Tout a été dit ou presque sur André Rousselet et son triple parcours de chef d’entreprise, d’homme de médias et de conseiller au côté de François Mitterrand.
Reste Canal+, et une coïncidence troublante : celui qui l’a créé et qui l’a imposé dans le paysage audiovisuel nous quitte au moment précis où les bouleversements induits par la révolution numérique contraignent le groupe à se réinventer. Alors que l’on parle de nouvelles frontières de la convergence mêlant contenus, audiences et données, Canal+ s’inscrivait il y a 32 ans comme une innovation de rupture dans l’univers médias avec son modèle économique nouveau, construit autour de contenus exclusifs payants, d’une distribution maîtrisée et d’un espace en clair servant de vitrine de recrutement. Pour la direction d’aujourd’hui, quatre éléments au moins de l’héritage Rousselet méritent d’être considérés pour guider sa réflexion, à l’heure de sa réinvention.

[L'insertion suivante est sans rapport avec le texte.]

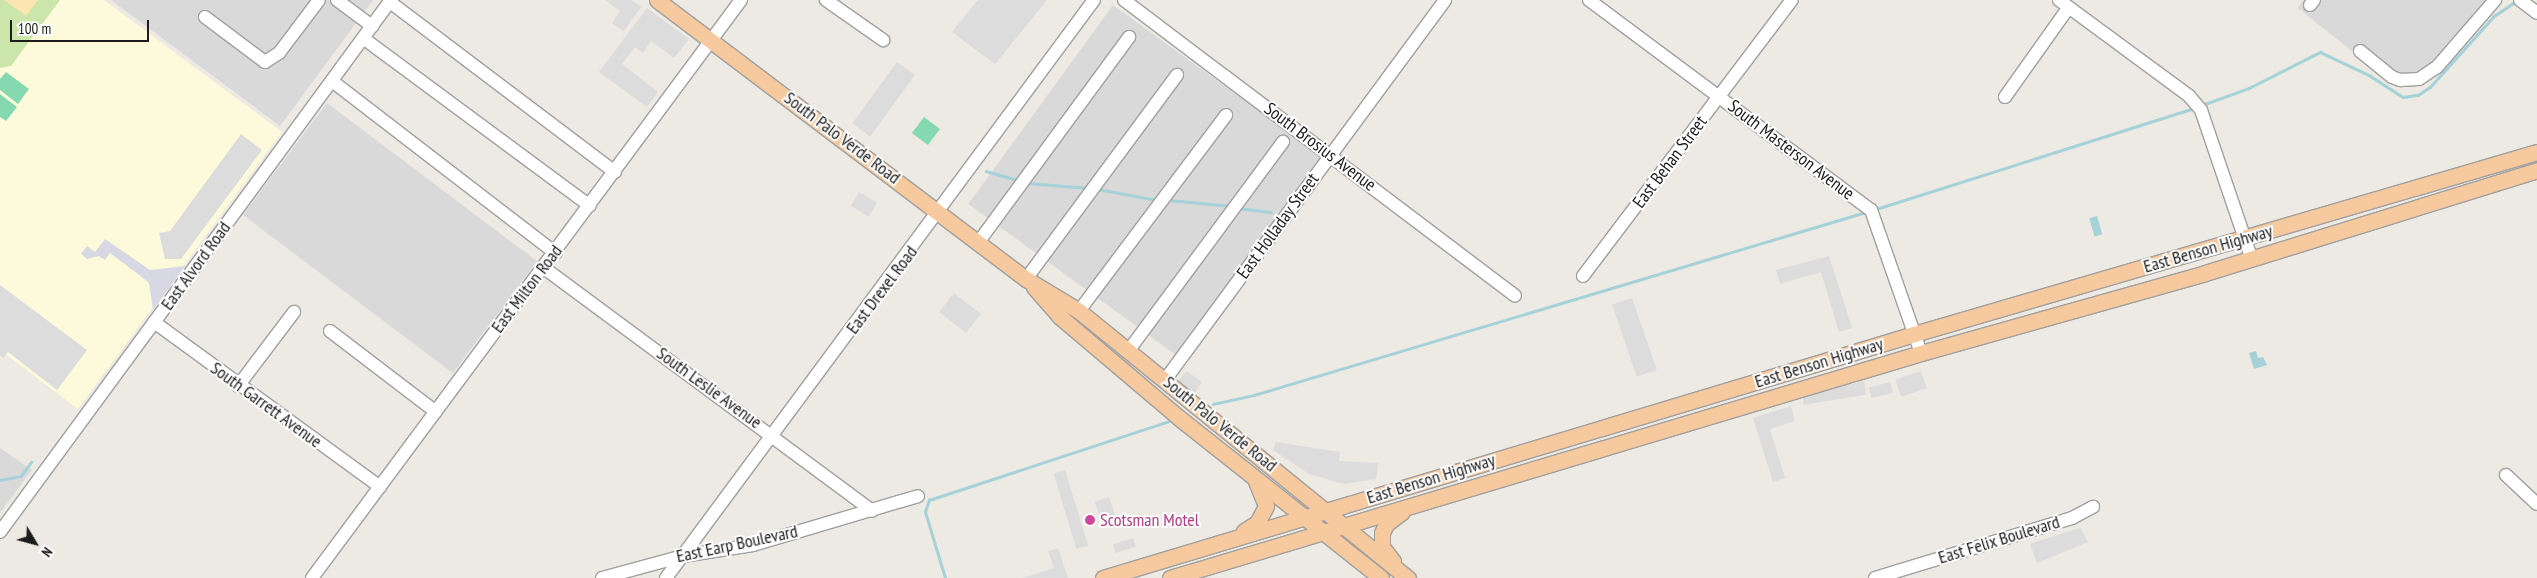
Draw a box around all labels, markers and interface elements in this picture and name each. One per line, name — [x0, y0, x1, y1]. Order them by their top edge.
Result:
scale bar — [12, 10, 151, 42]
text: 100 m — [18, 19, 51, 38]
street label: South Palo Verde Road — [780, 87, 904, 189]
street label: South Masterson Avenue — [1723, 95, 1859, 205]
street label: South Brosius Avenue — [1260, 98, 1380, 196]
street label: East Behan Street — [1628, 112, 1712, 212]
street label: East Holladay Street — [1232, 169, 1324, 283]
street label: East Alvord Road — [157, 217, 235, 315]
street label: East Benson Highway — [2141, 220, 2275, 278]
street label: East Milton Road — [487, 241, 567, 337]
street label: East Drexel Road — [842, 242, 922, 338]
street label: East Benson Highway — [1752, 333, 1886, 393]
street label: South Leslie Avenue — [652, 343, 766, 433]
street label: South Garrett Avenue — [206, 357, 326, 453]
street label: South Palo Verde Road — [1159, 372, 1281, 476]
street label: East Benson Highway — [1364, 449, 1498, 509]
place label: Scotsman Motel — [1100, 509, 1199, 531]
street label: East Felix Boulevard — [1935, 511, 2063, 569]
marker: Scotsman Motel — [1084, 514, 1096, 526]
north arrow — [10, 518, 60, 568]
street label: East Earp Boulevard — [674, 521, 800, 567]
text: N — [38, 544, 56, 560]

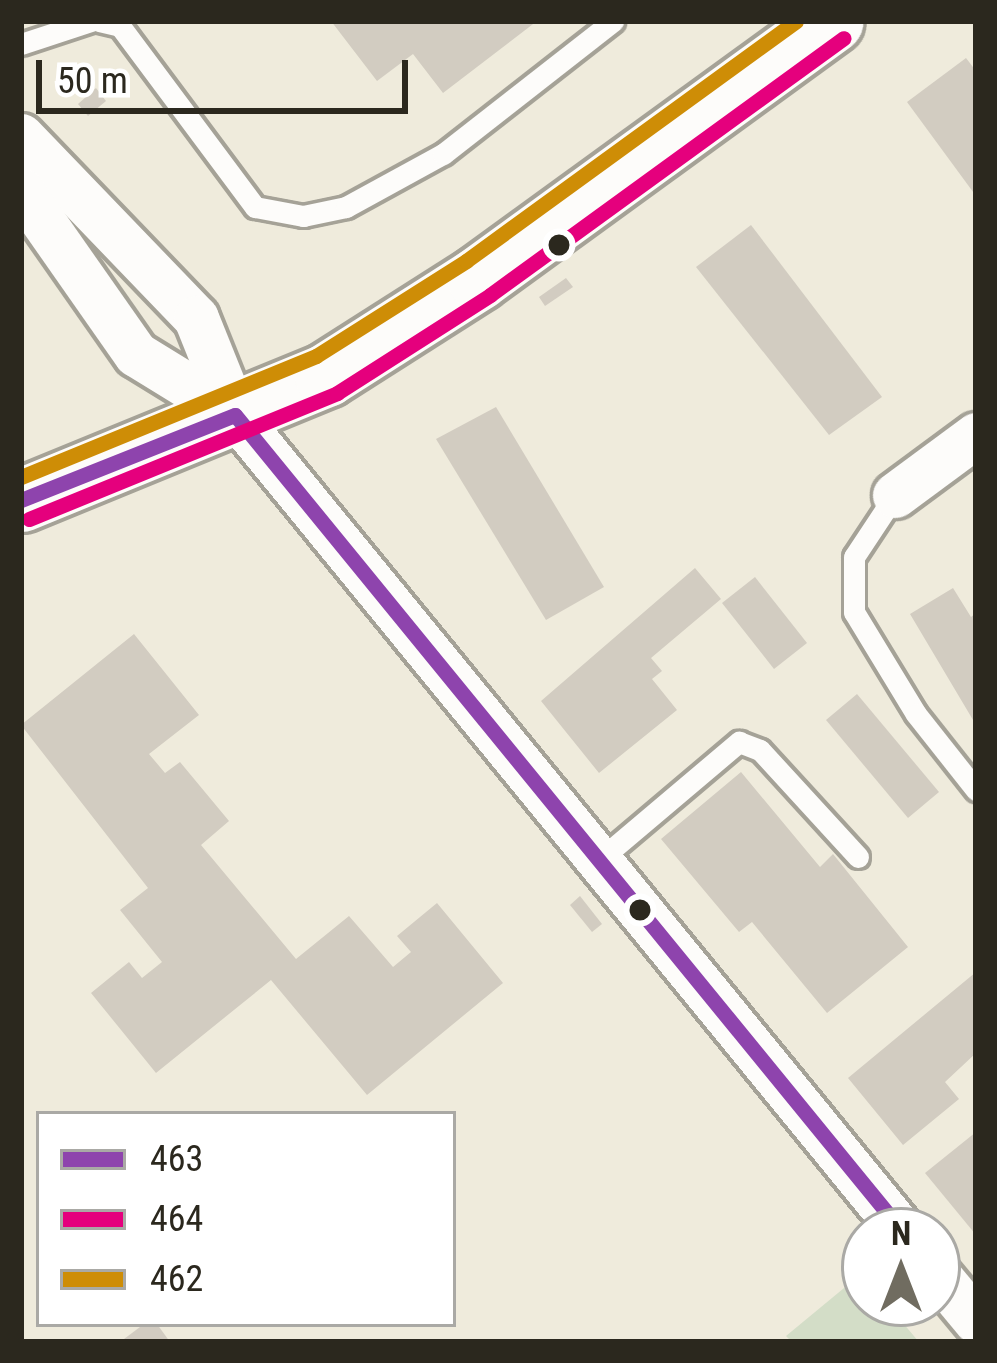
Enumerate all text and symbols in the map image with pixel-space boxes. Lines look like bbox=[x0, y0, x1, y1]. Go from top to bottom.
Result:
scale bar bbox=[42, 36, 414, 110]
text: 50 m bbox=[57, 60, 128, 102]
unlabelled marker bbox=[548, 234, 570, 256]
unlabelled marker bbox=[629, 899, 651, 921]
legend bbox=[36, 1111, 456, 1327]
text: 463 bbox=[150, 1138, 203, 1180]
text: 464 bbox=[150, 1198, 203, 1240]
north arrow bbox=[841, 1207, 961, 1327]
text: N bbox=[891, 1214, 911, 1253]
text: 462 bbox=[150, 1258, 203, 1300]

- Ne surtout pas renoncer à faire payer ses contenus à leur juste valeur, d’abord. En 1985 – 1986, la toute jeune Canal+ a dû faire face à une première vague – certes relative – de multiplication des contenus gratuits, avec le lancement de la 5 (version Berlusconi) et de TV6 puis M6. C’est par la créativité, le travail sur la qualité de ses offres et une certaine capacité de transgression (les fins de soirée du 1er samedi du mois…) que Canal+ a pu rester sur un chemin de croissance ; la montée en puissance de Netflix, avec son interface utilisateur si nouvelle mais aussi ses centaines d’heure d’Originals, ne fait que confirmer la possibilité de monétisation de contenus, dès lors qu’ils répondent réellement au goût des utilisateurs et que leur mode de distribution répond aux standards de l’époque ATAWAD.
- Placer l’exclusivité au centre de sa promesse, ensuite. Le cinéma en représentait le vecteur naturel au milieu des années 1980, quand l’idée du DVD ou du streaming vidéo étaient encore loin d’avoir germé dans l’esprit de leurs créateurs, que le gouvernement français prétendait arrêter – à Poitiers ! – la montée en puissance du tout jeune magnétoscope ou, pour le dire autrement, quand le cinéma à la télévision restait rare. Trois décennies ont passé, et les possibilités d’accéder aux films se sont multipliées. L’avantage dont jouit Canal+ au travers de la chronologie des médias reste, certes, non négligeable, mais il ne suffit plus à en faire un produit unique. C’est décidément par le développement de ses Créations originales que la chaîne peut perpétuer son unicité.
- Se penser distributeur autant qu’éditeur. Par la grâce du statut d’autodistributeur, Canal+ est aujourd’hui la seule chaîne de télévision en France qui « détient » la propriété de ses abonnés, et qui est ainsi en capacité de s’adresser à chacun de manière individualisée. La relation client a été pendant longtemps une des forces du modèle ; le lancement à destination du programme Premier Rang témoigne que la nouvelle direction a intégré ce besoin de care. A l’heure où la recherche du contact tend à l’emporter sur le seul critère de l’audience de masse, le lien avec l’abonné représente au-delà une formidable opportunité, que les possibilités nouvelles d’exploitation de l’analyse des données peuvent aider à transformer.
- Regarder au-delà de l’hexagone, enfin. Dès avril 1990, le lancement de Canal+ Horizons amorce un déploiement international vers l’Afrique mais aussi en Europe, de l’Atlantique à l’Oural ou presque. La crise de la fin de l’ère Messier contraint le groupe à replier de la toile. Mais à l’heure où la stratégie des géants du Net (Amazon ou Netflix en tête) comme la volonté de la Commission Européenne d’avancer vers un marché unique numérique convergent pour faire éclater les frontières sur le marché des droits, on ne peut que saluer la volonté imprimée par la nouvelle direction de repartir vers l’avant.
Par sa capacité visionnaire, André Rousselet a su faire de Canal+ un succès. Il appartient aujourd’hui à ses – lointains – successeurs de faire fructifier son héritage. La tâche est ardue : réinventer son modèle dans la complexité du paysage médiatique actuel de plus en plus digitalisé. Voilà qui demande du courage pour faire, beaucoup de lucidité pour savoir ce qu’il faut arrêter et surtout une âme d’entrepreneur.